Voy a soñar que estoy sentada ante el viejo buró, con tintero y pluma en mano, y que tengo todo el tiempo del mundo... porque soñar no cuesta nada.

domingo, 29 de marzo de 2020

LOS NIÑOS


Tras quince días desde que se impuso el estado de alarma, sigo yendo a trabajar. Eso sí, a puerta cerrada. Solo entra el mensajero -con guantes y mascarilla- a entregarme paquetes con material y a llevarse los que yo he preparado para los clientes que nos siguen comprando a través de la página web. Eso hace que mi vida siga siendo casi normal.
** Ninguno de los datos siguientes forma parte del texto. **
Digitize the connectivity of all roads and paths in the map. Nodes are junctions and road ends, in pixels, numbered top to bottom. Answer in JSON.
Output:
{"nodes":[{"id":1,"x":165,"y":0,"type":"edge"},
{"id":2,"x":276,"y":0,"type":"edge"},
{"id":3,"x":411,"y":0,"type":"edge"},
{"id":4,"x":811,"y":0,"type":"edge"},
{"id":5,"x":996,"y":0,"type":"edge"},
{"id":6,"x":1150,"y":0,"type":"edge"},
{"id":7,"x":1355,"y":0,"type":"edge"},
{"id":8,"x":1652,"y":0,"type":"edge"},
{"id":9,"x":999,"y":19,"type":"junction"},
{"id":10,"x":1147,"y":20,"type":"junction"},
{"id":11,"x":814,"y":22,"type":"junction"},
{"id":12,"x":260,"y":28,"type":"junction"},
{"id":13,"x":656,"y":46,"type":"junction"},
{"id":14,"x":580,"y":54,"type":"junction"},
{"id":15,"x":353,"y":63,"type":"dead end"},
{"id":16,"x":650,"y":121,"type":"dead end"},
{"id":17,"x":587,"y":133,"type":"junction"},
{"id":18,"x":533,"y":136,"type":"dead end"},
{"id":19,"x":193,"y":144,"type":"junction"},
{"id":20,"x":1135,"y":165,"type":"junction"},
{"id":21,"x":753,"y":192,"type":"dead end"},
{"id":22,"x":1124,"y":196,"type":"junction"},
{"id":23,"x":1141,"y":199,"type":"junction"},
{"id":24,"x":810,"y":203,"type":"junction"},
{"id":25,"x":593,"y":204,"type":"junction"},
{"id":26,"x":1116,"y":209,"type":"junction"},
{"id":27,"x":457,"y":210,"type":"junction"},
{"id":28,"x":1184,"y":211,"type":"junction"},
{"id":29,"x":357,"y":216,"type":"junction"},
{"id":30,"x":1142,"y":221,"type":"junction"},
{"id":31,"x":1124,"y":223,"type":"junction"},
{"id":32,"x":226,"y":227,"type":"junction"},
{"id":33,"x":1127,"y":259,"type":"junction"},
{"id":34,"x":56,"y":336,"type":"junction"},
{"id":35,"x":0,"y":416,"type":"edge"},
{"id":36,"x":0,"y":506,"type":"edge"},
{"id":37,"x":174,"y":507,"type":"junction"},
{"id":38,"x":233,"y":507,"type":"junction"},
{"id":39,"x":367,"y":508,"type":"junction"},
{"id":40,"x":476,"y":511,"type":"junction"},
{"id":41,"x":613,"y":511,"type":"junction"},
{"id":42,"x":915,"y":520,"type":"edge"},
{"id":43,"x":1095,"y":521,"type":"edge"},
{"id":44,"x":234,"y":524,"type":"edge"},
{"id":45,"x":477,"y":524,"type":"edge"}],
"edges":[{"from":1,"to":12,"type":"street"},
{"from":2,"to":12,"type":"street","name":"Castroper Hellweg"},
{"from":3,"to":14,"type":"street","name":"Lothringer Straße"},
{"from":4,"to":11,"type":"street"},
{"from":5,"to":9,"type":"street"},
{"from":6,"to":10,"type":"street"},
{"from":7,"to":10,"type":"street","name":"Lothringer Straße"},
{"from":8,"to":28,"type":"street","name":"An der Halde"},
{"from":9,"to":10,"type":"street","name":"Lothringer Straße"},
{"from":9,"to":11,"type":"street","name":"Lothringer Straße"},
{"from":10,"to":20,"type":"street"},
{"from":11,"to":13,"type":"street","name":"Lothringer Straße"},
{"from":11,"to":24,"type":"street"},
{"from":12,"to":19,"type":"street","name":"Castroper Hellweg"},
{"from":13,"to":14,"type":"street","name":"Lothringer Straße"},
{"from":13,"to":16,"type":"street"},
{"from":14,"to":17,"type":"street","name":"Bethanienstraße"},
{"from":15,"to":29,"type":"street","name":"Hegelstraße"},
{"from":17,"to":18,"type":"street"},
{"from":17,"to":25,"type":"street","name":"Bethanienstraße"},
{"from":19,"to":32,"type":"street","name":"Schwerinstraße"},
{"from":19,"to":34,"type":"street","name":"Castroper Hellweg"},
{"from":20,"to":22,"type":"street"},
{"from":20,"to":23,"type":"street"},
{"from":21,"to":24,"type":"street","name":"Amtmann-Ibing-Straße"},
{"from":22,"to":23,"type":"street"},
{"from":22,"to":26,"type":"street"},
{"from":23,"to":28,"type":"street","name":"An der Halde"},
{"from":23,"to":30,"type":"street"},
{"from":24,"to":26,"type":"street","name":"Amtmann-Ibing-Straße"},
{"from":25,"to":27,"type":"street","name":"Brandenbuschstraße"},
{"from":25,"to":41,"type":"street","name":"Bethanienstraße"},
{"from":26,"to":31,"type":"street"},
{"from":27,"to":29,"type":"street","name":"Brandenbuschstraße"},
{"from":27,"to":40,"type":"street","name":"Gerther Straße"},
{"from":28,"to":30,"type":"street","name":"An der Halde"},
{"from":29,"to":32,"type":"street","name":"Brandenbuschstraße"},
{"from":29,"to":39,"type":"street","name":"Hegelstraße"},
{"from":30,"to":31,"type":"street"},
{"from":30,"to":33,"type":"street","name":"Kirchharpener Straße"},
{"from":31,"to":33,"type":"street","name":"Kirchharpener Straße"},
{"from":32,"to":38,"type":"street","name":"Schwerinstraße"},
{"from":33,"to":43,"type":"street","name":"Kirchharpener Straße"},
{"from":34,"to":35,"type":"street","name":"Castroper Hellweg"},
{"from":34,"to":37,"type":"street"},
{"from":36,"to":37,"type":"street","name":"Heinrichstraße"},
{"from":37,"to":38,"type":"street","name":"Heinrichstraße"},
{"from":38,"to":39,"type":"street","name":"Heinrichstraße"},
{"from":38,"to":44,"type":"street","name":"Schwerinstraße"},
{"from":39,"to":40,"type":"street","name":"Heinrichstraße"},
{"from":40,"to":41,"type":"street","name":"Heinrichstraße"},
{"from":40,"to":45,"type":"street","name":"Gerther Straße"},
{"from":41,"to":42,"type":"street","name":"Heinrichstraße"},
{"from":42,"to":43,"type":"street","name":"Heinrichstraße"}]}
Antes de que el coronavirus alterase nuestras vidas, mi marido solía llevarme en coche al trabajo, de camino al gimnasio, pero había días en los que me iba andando, que también me agradaba porque así me daba un paseíto matutino que es muy sano para respirar el aire fresco de la mañana y estirar un poco las piernas antes de sentarme varias horas delante del ordenador.

Desde que el gimnasio, como casi todo lo demás, está cerrado, me voy todos los días andando. Tardo ocho minutos aproximadamente en llegar, poco rato, y sigo el camino de siempre, pero ya no es el mismo. Cada mañana me cruzo con menos gente. Las calles, cada día que pasa, están más vacías. Paso delante de un par de obras donde siguen trabajando los obreros, una farmacia que a esa hora sube la puerta metálica, una frutería reponiendo mercancía, una carnicería que abre temprano y dos o tres personas en la puerta esperando su turno, guardando la distancia recomendable, algunos vecinos paseando a sus perros, poco más, y mucho silencio.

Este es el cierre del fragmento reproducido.